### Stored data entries
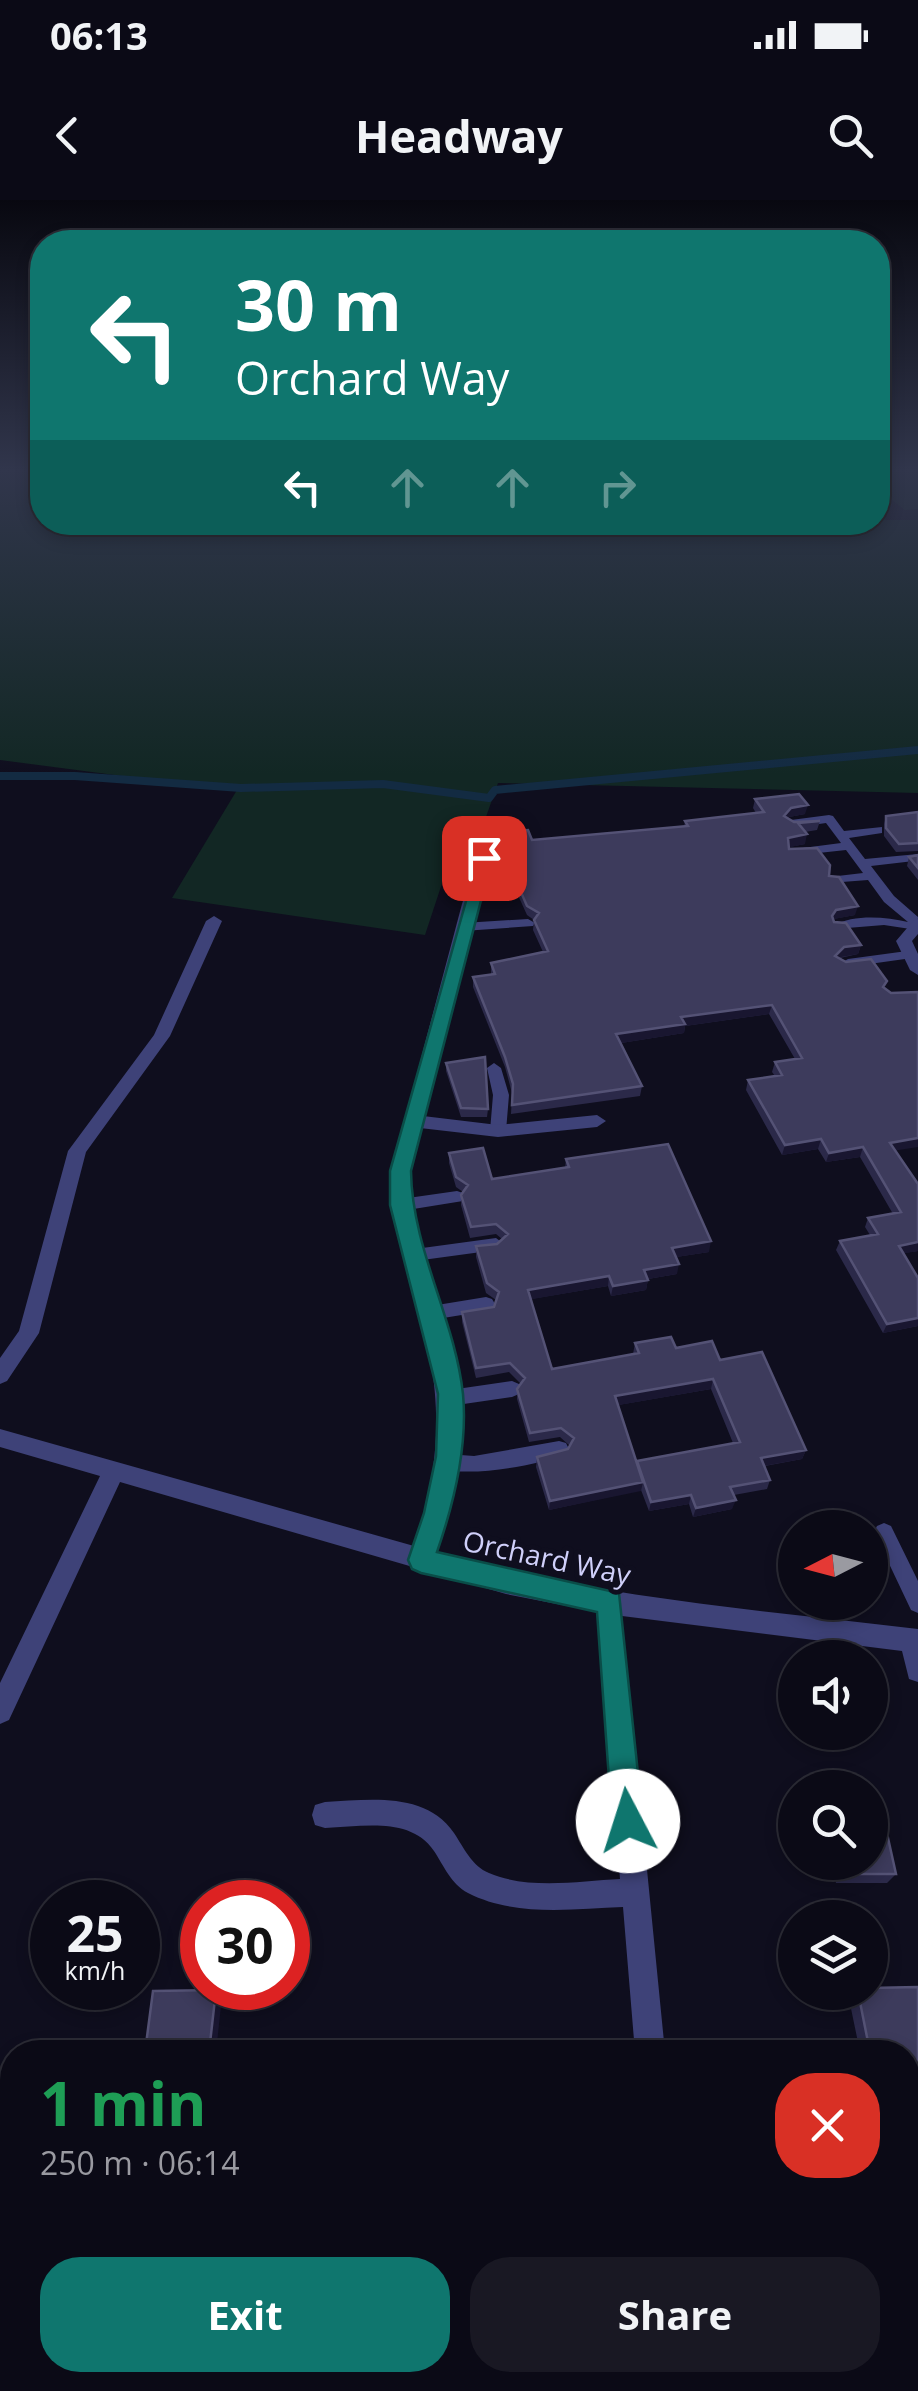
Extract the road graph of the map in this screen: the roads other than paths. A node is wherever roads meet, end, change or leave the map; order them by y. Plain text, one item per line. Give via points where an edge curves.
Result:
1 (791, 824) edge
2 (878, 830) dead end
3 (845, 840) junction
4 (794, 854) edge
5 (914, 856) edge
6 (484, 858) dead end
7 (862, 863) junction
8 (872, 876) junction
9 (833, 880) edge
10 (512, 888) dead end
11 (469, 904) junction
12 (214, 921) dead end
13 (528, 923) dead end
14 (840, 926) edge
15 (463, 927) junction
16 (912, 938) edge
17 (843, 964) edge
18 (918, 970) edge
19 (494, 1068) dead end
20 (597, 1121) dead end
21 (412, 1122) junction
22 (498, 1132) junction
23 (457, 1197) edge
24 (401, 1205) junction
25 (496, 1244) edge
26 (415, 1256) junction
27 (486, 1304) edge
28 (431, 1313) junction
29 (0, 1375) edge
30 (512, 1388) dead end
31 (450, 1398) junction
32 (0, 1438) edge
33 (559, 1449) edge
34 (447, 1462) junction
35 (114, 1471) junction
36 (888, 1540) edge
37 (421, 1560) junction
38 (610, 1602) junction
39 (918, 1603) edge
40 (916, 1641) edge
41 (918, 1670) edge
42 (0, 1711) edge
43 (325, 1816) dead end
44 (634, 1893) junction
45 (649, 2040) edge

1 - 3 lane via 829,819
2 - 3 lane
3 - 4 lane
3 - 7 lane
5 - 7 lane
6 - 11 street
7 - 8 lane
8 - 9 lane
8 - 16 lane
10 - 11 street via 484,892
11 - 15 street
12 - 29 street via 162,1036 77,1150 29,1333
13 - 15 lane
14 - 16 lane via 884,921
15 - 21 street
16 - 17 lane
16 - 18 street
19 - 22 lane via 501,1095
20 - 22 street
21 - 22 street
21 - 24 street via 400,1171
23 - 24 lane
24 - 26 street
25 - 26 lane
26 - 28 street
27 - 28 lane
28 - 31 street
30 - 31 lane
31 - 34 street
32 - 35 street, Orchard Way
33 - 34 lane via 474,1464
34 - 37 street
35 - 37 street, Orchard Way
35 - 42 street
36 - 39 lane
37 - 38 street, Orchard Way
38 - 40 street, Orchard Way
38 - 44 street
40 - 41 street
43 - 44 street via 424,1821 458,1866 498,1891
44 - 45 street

### What this task involves
Wherever the word "dead" appears in the entries above, copy that whole line.

### Solution to this task
2 (878, 830) dead end
6 (484, 858) dead end
10 (512, 888) dead end
12 (214, 921) dead end
13 (528, 923) dead end
19 (494, 1068) dead end
20 (597, 1121) dead end
30 (512, 1388) dead end
43 (325, 1816) dead end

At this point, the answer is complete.